### WORK REQUEST
The answer must be a single number: how many lines in the entries hold the string "大牟田川副線".

▶

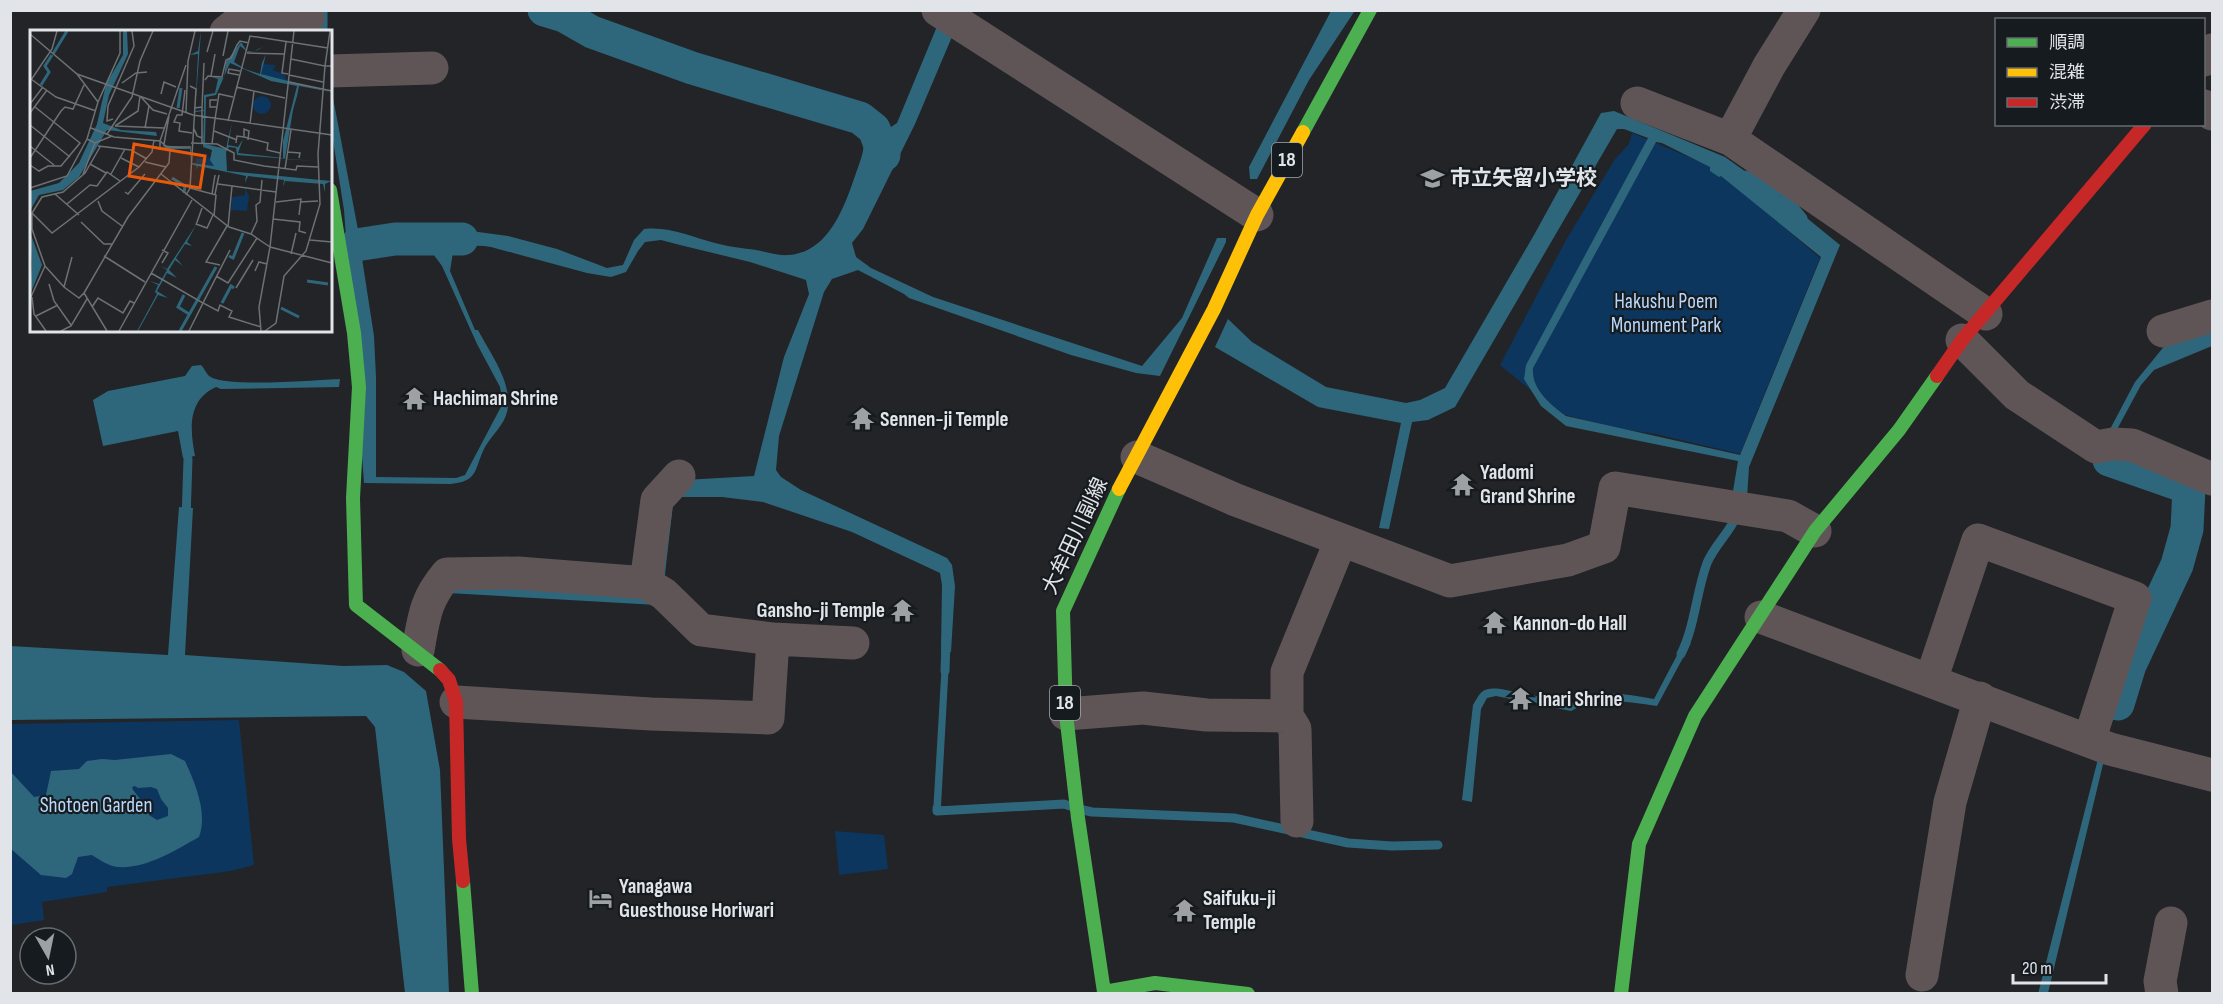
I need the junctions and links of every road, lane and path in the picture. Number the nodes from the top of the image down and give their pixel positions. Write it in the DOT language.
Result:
graph roads {
  1 [pos="1370,10"];
  2 [pos="1804,10"];
  3 [pos="938,11"];
  4 [pos="308,20"];
  5 [pos="228,30"];
  6 [pos="432,68"];
  7 [pos="339,70"];
  8 [pos="1637,103"];
  9 [pos="2143,126"];
  10 [pos="1742,147"];
  11 [pos="332,202"];
  12 [pos="1257,215"];
  13 [pos="1986,314"];
  14 [pos="2212,316"];
  15 [pos="2163,331"];
  16 [pos="1962,340"];
  17 [pos="1137,456"];
  18 [pos="679,476"];
  19 [pos="2212,479"];
  20 [pos="1815,531"];
  21 [pos="1341,540"];
  22 [pos="653,588"];
  23 [pos="1761,617"];
  24 [pos="773,639"];
  25 [pos="853,644"];
  26 [pos="418,650"];
  27 [pos="1931,680"];
  28 [pos="1980,698"];
  29 [pos="456,702"];
  30 [pos="1066,714"];
  31 [pos="1287,716"];
  32 [pos="2099,745"];
  33 [pos="2212,776"];
  34 [pos="1297,821"];
  35 [pos="2171,923"];
  36 [pos="1922,975"];
  37 [pos="472,993"];
  38 [pos="1102,993"];
  39 [pos="1248,993"];
  40 [pos="1621,993"];
  41 [pos="2162,993"];
  1 -- 12 [label="street, 大牟田川副線 / 18"];
  2 -- 10 [label="street"];
  3 -- 12 [label="street"];
  4 -- 5 [label="street"];
  6 -- 7 [label="street"];
  8 -- 10 [label="street"];
  9 -- 13 [label="street"];
  10 -- 13 [label="street"];
  11 -- 26 [label="street"];
  12 -- 17 [label="street, 大牟田川副線 / 18"];
  13 -- 16 [label="street"];
  14 -- 15 [label="street"];
  16 -- 19 [label="street"];
  16 -- 20 [label="street"];
  17 -- 21 [label="street"];
  17 -- 30 [label="street, 大牟田川副線 / 18"];
  18 -- 22 [label="street"];
  20 -- 21 [label="street"];
  20 -- 23 [label="street"];
  21 -- 31 [label="street"];
  22 -- 24 [label="street"];
  22 -- 26 [label="street"];
  23 -- 27 [label="street"];
  23 -- 40 [label="street"];
  24 -- 25 [label="street"];
  24 -- 29 [label="street"];
  26 -- 29 [label="street"];
  27 -- 28 [label="street"];
  27 -- 32 [label="street"];
  28 -- 32 [label="street"];
  28 -- 36 [label="street"];
  29 -- 37 [label="street"];
  30 -- 31 [label="street"];
  30 -- 38 [label="street, 大牟田川副線 / 18"];
  31 -- 34 [label="street"];
  32 -- 33 [label="street"];
  35 -- 41 [label="street"];
  38 -- 39 [label="street, 大牟田川副線 / 18"];
}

◀

### RESULT FOR THIS TASK
5